Opposition fordert Rücktritt des CDU-Generalsekretärs
30.11.2009 | 17:35 Uhr 2009-11-30T17:35:00+0100
Düsseldorf. In der „Gehaltsaffäre” um CDU-Generalsekretär Hendrik Wüst sieht die Staatsanwaltschaft keinen Grund für Ermittlungen. Dagegen hält die Opposition an den Rücktrittsforderungen fest.
Wüst hatte seit Mitte 2006 fälschlich von der CDU 120 Euro sowie 310 Euro monatlich vom Land an Zuschüssen für die Kranken- und Pflegeversicherung kassiert. Der CDU-Politiker hätte allerdings die 120 Euro von der CDU laut Abgeordnetengesetz verrechnen müssen. Nachdem der Fehler bekannt wurde, überwies der CDU-Generalsekretär umgehend 5000 Euro zu viel erhaltener Zuschüsse an die Landeskasse.

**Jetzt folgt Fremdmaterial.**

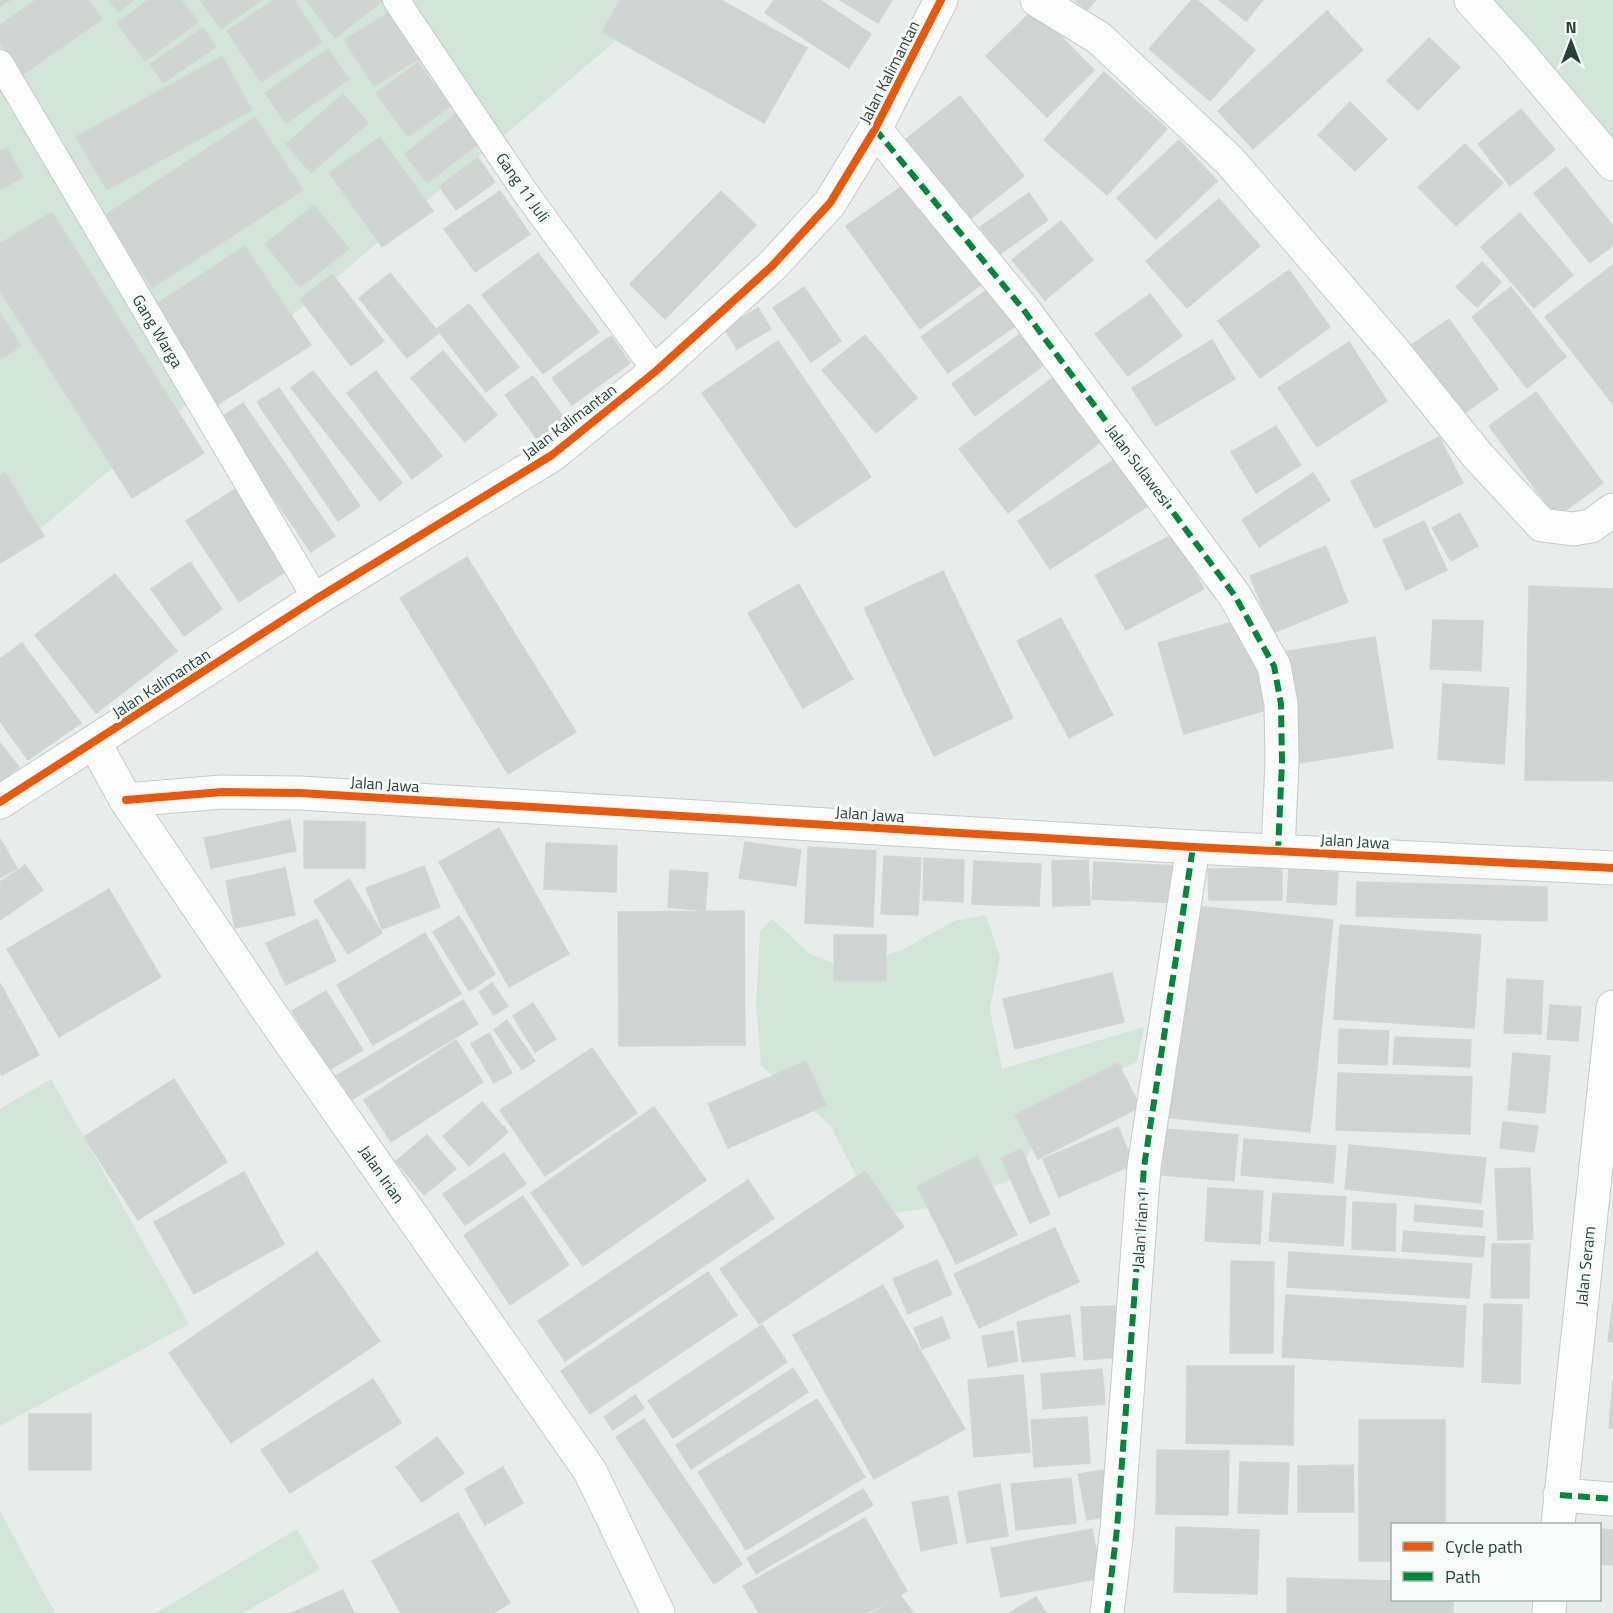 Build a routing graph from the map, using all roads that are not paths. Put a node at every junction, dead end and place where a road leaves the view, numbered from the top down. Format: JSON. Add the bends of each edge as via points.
{"nodes":[{"id":1,"x":396,"y":0,"type":"edge"},
{"id":2,"x":941,"y":0,"type":"edge"},
{"id":3,"x":1037,"y":0,"type":"edge"},
{"id":4,"x":1471,"y":0,"type":"edge"},
{"id":5,"x":0,"y":63,"type":"edge"},
{"id":6,"x":875,"y":129,"type":"junction"},
{"id":7,"x":1613,"y":164,"type":"edge"},
{"id":8,"x":656,"y":371,"type":"junction"},
{"id":9,"x":1613,"y":510,"type":"edge"},
{"id":10,"x":316,"y":599,"type":"junction"},
{"id":11,"x":94,"y":742,"type":"junction"},
{"id":12,"x":126,"y":800,"type":"junction"},
{"id":13,"x":0,"y":802,"type":"edge"},
{"id":14,"x":1193,"y":848,"type":"junction"},
{"id":15,"x":1278,"y":851,"type":"junction"},
{"id":16,"x":1613,"y":868,"type":"edge"},
{"id":17,"x":1613,"y":1007,"type":"edge"},
{"id":18,"x":1613,"y":1499,"type":"edge"},
{"id":19,"x":1559,"y":1510,"type":"edge"},
{"id":20,"x":658,"y":1613,"type":"edge"},
{"id":21,"x":1107,"y":1613,"type":"edge"}],
"edges":[{"from":1,"to":8,"type":"lane","name":"Gang 11 Juli","via":[[527,195]]},
{"from":2,"to":6,"type":"street","name":"Jalan Kalimantan"},
{"from":3,"to":9,"type":"street","via":[[1099,38],[1229,160],[1478,456],[1542,525],[1574,529],[1591,526]]},
{"from":4,"to":7,"type":"street"},
{"from":5,"to":10,"type":"lane","name":"Gang Warga"},
{"from":6,"to":8,"type":"street","name":"Jalan Kalimantan","via":[[830,203],[772,266]]},
{"from":6,"to":15,"type":"street","name":"Jalan Sulawesi","via":[[1023,309],[1235,596],[1274,666],[1281,704]]},
{"from":8,"to":10,"type":"street","name":"Jalan Kalimantan","via":[[552,455]]},
{"from":10,"to":11,"type":"street","name":"Jalan Kalimantan"},
{"from":11,"to":12,"type":"street","name":"Jalan Irian"},
{"from":11,"to":13,"type":"street"},
{"from":12,"to":14,"type":"street","name":"Jalan Jawa","via":[[222,792],[300,793]]},
{"from":12,"to":20,"type":"street","name":"Jalan Irian","via":[[590,1471]]},
{"from":14,"to":15,"type":"street","name":"Jalan Jawa"},
{"from":14,"to":21,"type":"street","name":"Jalan Irian 1","via":[[1144,1167],[1117,1529]]},
{"from":15,"to":16,"type":"street","name":"Jalan Jawa"},
{"from":17,"to":19,"type":"street","name":"Jalan Seram"},
{"from":18,"to":19,"type":"street"}]} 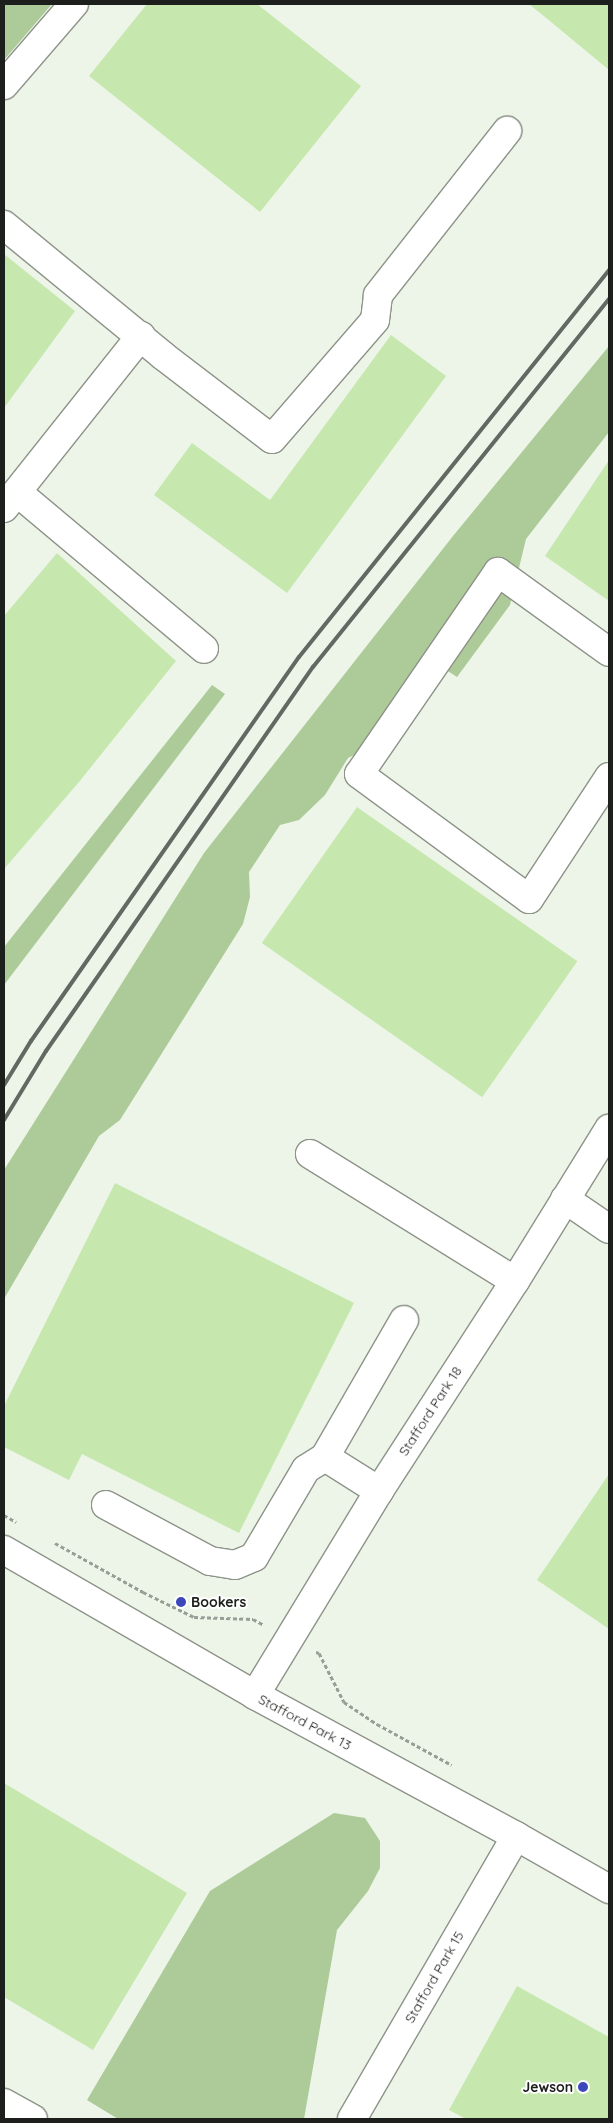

Nach Angaben der Landtagsverwaltung handelt es sich beim doppelten Bezug von Zuschüssen bei Wüst offenbar um einen Einzelfall. Bisher hat sich kein weiterer Abgeordneter gemeldet, der irrtümlich doppelte Zuschüsse kassiert hat und die Beiträge zurückzahlen will. Für SPD-Fraktionsvize Ralf Jäger reicht die Rückzahlung nicht aus. Wenn Arbeitnehmer wegen eines eingesteckten Pfandbons von 1,30 Euro oder einer Frikadelle fristlos gekündigt würden, müsse der Jurist Wüst persönliche Konsequenzen ziehen. Juso-Landeschef Christoph Dolle forderte Landeschef Jürgen Rüttgers auf, seinen „Lügengeneral” in die Wüste zu schicken. Grünen-Fraktionschefin Sylvia Löhrmann betonte, dass besonders Hardliner Wüst selbst sonst „gnadenlos das Null-Toleranz-Prinzip” vertritt.
Sagel: Wüster Abzocker
Der 34-jährige Wüst verdient neben seinen Diäten von 9765 Euro im Monat weitere 8000 Euro als CDU-Generalsekretär. Die Staatsanwaltschaft Düsseldorf sieht aber im doppelten Bezug von Zuschüssen zur Sozialversicherung keinen Vorsatz und leitet deshalb keine Ermittlungen ein. Die NRW-CDU hatte sich geschlossen vor Wüst gestellt, nachdem dieser seinen Fehler eingeräumt und mit der Rückzahlung korrigiert hatte.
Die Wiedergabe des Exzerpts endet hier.